**Required action**
Return each record verbatim, images excluded.

**Information shown**
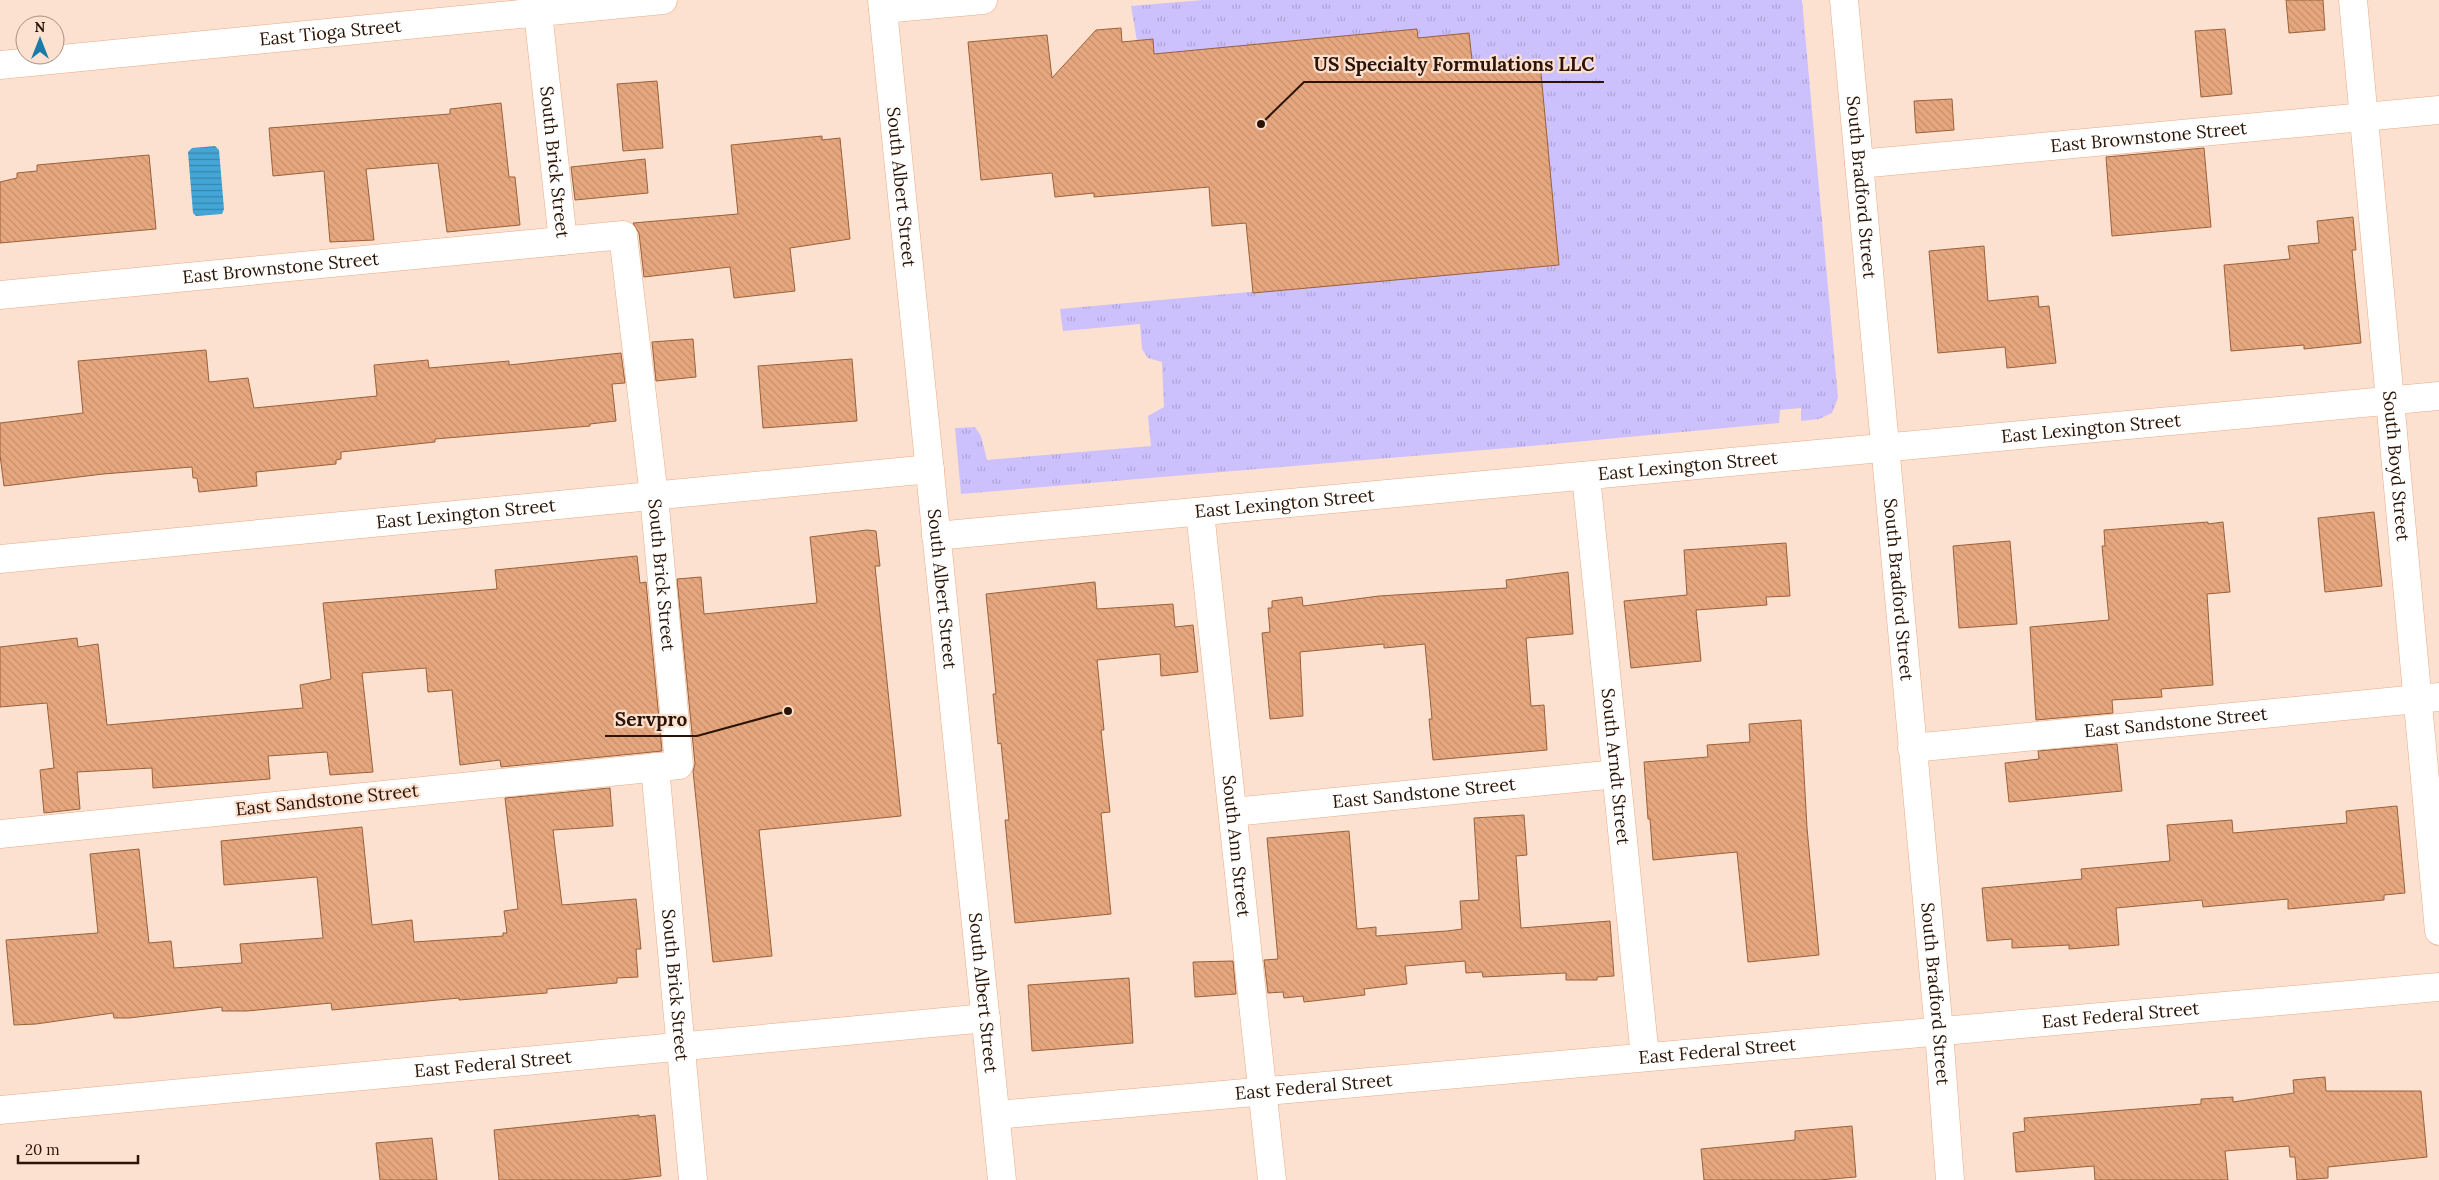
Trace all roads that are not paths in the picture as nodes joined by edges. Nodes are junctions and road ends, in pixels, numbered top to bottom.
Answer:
1 (662, 0) edge
2 (983, 0) edge
3 (1844, 0) edge
4 (2353, 0) edge
5 (882, 5) edge
6 (538, 12) junction
7 (0, 66) edge
8 (2439, 110) edge
9 (2364, 118) junction
10 (1859, 164) junction
11 (563, 241) junction
12 (0, 295) edge
13 (2439, 396) edge
14 (2389, 400) junction
15 (1884, 449) junction
16 (930, 469) junction
17 (1586, 476) junction
18 (654, 496) junction
19 (1200, 512) junction
20 (936, 536) junction
21 (0, 559) edge
22 (2428, 698) edge
23 (1912, 748) junction
24 (654, 767) junction
25 (1616, 774) junction
26 (1233, 812) junction
27 (0, 834) edge
28 (2439, 931) edge
29 (2439, 986) edge
30 (986, 1018) junction
31 (1939, 1031) junction
32 (680, 1047) junction
33 (1645, 1057) junction
34 (1264, 1091) junction
35 (0, 1110) edge
36 (996, 1115) junction
37 (693, 1180) edge
38 (1002, 1180) edge
39 (1272, 1180) edge
40 (1950, 1180) edge

1 - 6 street, East Tioga Street
2 - 5 street
3 - 10 street, South Bradford Street
4 - 9 street, South Boyd Street
5 - 16 street, South Albert Street
6 - 7 street, East Tioga Street
6 - 11 street, South Brick Street
8 - 9 street, East Brownstone Street
9 - 10 street, East Brownstone Street
9 - 14 street, South Boyd Street
10 - 15 street, South Bradford Street
11 - 12 street, East Brownstone Street
11 - 18 street, South Brick Street
13 - 14 street, East Lexington Street
14 - 15 street, East Lexington Street
14 - 22 street, South Boyd Street
15 - 17 street, East Lexington Street
15 - 23 street, South Bradford Street
16 - 18 street, East Lexington Street
16 - 20 street, South Albert Street
17 - 19 street, East Lexington Street
17 - 25 street, South Arndt Street
18 - 21 street, East Lexington Street
18 - 24 street, South Brick Street
19 - 20 street, East Lexington Street
19 - 26 street, South Ann Street
20 - 30 street, South Albert Street
22 - 23 street, East Sandstone Street
22 - 28 street, South Boyd Street
23 - 31 street, South Bradford Street
24 - 27 street, East Sandstone Street
24 - 32 street, South Brick Street
25 - 26 street, East Sandstone Street
25 - 33 street, South Arndt Street
26 - 34 street, South Ann Street
29 - 31 street, East Federal Street
30 - 32 street, East Federal Street
30 - 36 street, South Albert Street
31 - 33 street, East Federal Street
31 - 40 street, South Bradford Street
32 - 35 street, East Federal Street
32 - 37 street, South Brick Street
33 - 34 street, East Federal Street
34 - 36 street, East Federal Street
34 - 39 street, South Ann Street
36 - 38 street, South Albert Street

**Your solution**
Trace all roads that are not paths in the picture as nodes joined by edges. Nodes are junctions and road ends, in pixels, numbered top to bottom.
Answer:
1 (662, 0) edge
2 (983, 0) edge
3 (1844, 0) edge
4 (2353, 0) edge
5 (882, 5) edge
6 (538, 12) junction
7 (0, 66) edge
8 (2439, 110) edge
9 (2364, 118) junction
10 (1859, 164) junction
11 (563, 241) junction
12 (0, 295) edge
13 (2439, 396) edge
14 (2389, 400) junction
15 (1884, 449) junction
16 (930, 469) junction
17 (1586, 476) junction
18 (654, 496) junction
19 (1200, 512) junction
20 (936, 536) junction
21 (0, 559) edge
22 (2428, 698) edge
23 (1912, 748) junction
24 (654, 767) junction
25 (1616, 774) junction
26 (1233, 812) junction
27 (0, 834) edge
28 (2439, 931) edge
29 (2439, 986) edge
30 (986, 1018) junction
31 (1939, 1031) junction
32 (680, 1047) junction
33 (1645, 1057) junction
34 (1264, 1091) junction
35 (0, 1110) edge
36 (996, 1115) junction
37 (693, 1180) edge
38 (1002, 1180) edge
39 (1272, 1180) edge
40 (1950, 1180) edge

1 - 6 street, East Tioga Street
2 - 5 street
3 - 10 street, South Bradford Street
4 - 9 street, South Boyd Street
5 - 16 street, South Albert Street
6 - 7 street, East Tioga Street
6 - 11 street, South Brick Street
8 - 9 street, East Brownstone Street
9 - 10 street, East Brownstone Street
9 - 14 street, South Boyd Street
10 - 15 street, South Bradford Street
11 - 12 street, East Brownstone Street
11 - 18 street, South Brick Street
13 - 14 street, East Lexington Street
14 - 15 street, East Lexington Street
14 - 22 street, South Boyd Street
15 - 17 street, East Lexington Street
15 - 23 street, South Bradford Street
16 - 18 street, East Lexington Street
16 - 20 street, South Albert Street
17 - 19 street, East Lexington Street
17 - 25 street, South Arndt Street
18 - 21 street, East Lexington Street
18 - 24 street, South Brick Street
19 - 20 street, East Lexington Street
19 - 26 street, South Ann Street
20 - 30 street, South Albert Street
22 - 23 street, East Sandstone Street
22 - 28 street, South Boyd Street
23 - 31 street, South Bradford Street
24 - 27 street, East Sandstone Street
24 - 32 street, South Brick Street
25 - 26 street, East Sandstone Street
25 - 33 street, South Arndt Street
26 - 34 street, South Ann Street
29 - 31 street, East Federal Street
30 - 32 street, East Federal Street
30 - 36 street, South Albert Street
31 - 33 street, East Federal Street
31 - 40 street, South Bradford Street
32 - 35 street, East Federal Street
32 - 37 street, South Brick Street
33 - 34 street, East Federal Street
34 - 36 street, East Federal Street
34 - 39 street, South Ann Street
36 - 38 street, South Albert Street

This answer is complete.